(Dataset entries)
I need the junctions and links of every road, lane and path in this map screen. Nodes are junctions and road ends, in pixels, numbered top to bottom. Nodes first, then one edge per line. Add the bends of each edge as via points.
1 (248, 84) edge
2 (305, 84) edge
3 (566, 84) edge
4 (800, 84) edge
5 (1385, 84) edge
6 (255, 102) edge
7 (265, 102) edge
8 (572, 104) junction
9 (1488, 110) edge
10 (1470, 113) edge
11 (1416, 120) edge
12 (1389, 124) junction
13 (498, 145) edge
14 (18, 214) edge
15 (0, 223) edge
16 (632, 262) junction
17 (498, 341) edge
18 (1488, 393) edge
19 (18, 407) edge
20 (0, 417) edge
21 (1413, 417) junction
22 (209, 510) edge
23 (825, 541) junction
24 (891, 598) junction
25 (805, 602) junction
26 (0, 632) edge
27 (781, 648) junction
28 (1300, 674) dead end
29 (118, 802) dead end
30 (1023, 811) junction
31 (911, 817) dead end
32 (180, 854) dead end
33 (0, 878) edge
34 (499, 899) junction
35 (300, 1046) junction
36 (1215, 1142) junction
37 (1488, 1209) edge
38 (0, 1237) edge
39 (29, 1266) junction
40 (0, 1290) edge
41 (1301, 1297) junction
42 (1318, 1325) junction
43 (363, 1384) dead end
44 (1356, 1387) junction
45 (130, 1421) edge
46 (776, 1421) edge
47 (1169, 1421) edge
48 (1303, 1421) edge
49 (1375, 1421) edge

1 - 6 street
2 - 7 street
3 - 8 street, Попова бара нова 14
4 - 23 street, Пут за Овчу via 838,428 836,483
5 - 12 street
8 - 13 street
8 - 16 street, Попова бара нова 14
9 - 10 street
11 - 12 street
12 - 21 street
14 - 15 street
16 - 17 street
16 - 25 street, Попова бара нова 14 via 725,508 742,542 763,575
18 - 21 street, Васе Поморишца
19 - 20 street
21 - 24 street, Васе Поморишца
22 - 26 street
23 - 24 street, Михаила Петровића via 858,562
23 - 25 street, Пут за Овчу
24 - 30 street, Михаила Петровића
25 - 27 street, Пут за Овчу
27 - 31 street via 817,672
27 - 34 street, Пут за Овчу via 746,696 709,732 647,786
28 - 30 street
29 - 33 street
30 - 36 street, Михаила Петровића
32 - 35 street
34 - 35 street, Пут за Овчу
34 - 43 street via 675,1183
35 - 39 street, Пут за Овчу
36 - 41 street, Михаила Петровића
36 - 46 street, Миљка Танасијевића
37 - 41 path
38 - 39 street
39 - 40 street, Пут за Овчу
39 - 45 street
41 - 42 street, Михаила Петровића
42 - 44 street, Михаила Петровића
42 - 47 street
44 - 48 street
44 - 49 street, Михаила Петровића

(Aim of the task):
The records above are to be transcribed exactly, with nothing left out.

(Solution):
I need the junctions and links of every road, lane and path in this map screen. Nodes are junctions and road ends, in pixels, numbered top to bottom. Nodes first, then one edge per line. Add the bends of each edge as via points.
1 (248, 84) edge
2 (305, 84) edge
3 (566, 84) edge
4 (800, 84) edge
5 (1385, 84) edge
6 (255, 102) edge
7 (265, 102) edge
8 (572, 104) junction
9 (1488, 110) edge
10 (1470, 113) edge
11 (1416, 120) edge
12 (1389, 124) junction
13 (498, 145) edge
14 (18, 214) edge
15 (0, 223) edge
16 (632, 262) junction
17 (498, 341) edge
18 (1488, 393) edge
19 (18, 407) edge
20 (0, 417) edge
21 (1413, 417) junction
22 (209, 510) edge
23 (825, 541) junction
24 (891, 598) junction
25 (805, 602) junction
26 (0, 632) edge
27 (781, 648) junction
28 (1300, 674) dead end
29 (118, 802) dead end
30 (1023, 811) junction
31 (911, 817) dead end
32 (180, 854) dead end
33 (0, 878) edge
34 (499, 899) junction
35 (300, 1046) junction
36 (1215, 1142) junction
37 (1488, 1209) edge
38 (0, 1237) edge
39 (29, 1266) junction
40 (0, 1290) edge
41 (1301, 1297) junction
42 (1318, 1325) junction
43 (363, 1384) dead end
44 (1356, 1387) junction
45 (130, 1421) edge
46 (776, 1421) edge
47 (1169, 1421) edge
48 (1303, 1421) edge
49 (1375, 1421) edge

1 - 6 street
2 - 7 street
3 - 8 street, Попова бара нова 14
4 - 23 street, Пут за Овчу via 838,428 836,483
5 - 12 street
8 - 13 street
8 - 16 street, Попова бара нова 14
9 - 10 street
11 - 12 street
12 - 21 street
14 - 15 street
16 - 17 street
16 - 25 street, Попова бара нова 14 via 725,508 742,542 763,575
18 - 21 street, Васе Поморишца
19 - 20 street
21 - 24 street, Васе Поморишца
22 - 26 street
23 - 24 street, Михаила Петровића via 858,562
23 - 25 street, Пут за Овчу
24 - 30 street, Михаила Петровића
25 - 27 street, Пут за Овчу
27 - 31 street via 817,672
27 - 34 street, Пут за Овчу via 746,696 709,732 647,786
28 - 30 street
29 - 33 street
30 - 36 street, Михаила Петровића
32 - 35 street
34 - 35 street, Пут за Овчу
34 - 43 street via 675,1183
35 - 39 street, Пут за Овчу
36 - 41 street, Михаила Петровића
36 - 46 street, Миљка Танасијевића
37 - 41 path
38 - 39 street
39 - 40 street, Пут за Овчу
39 - 45 street
41 - 42 street, Михаила Петровића
42 - 44 street, Михаила Петровића
42 - 47 street
44 - 48 street
44 - 49 street, Михаила Петровића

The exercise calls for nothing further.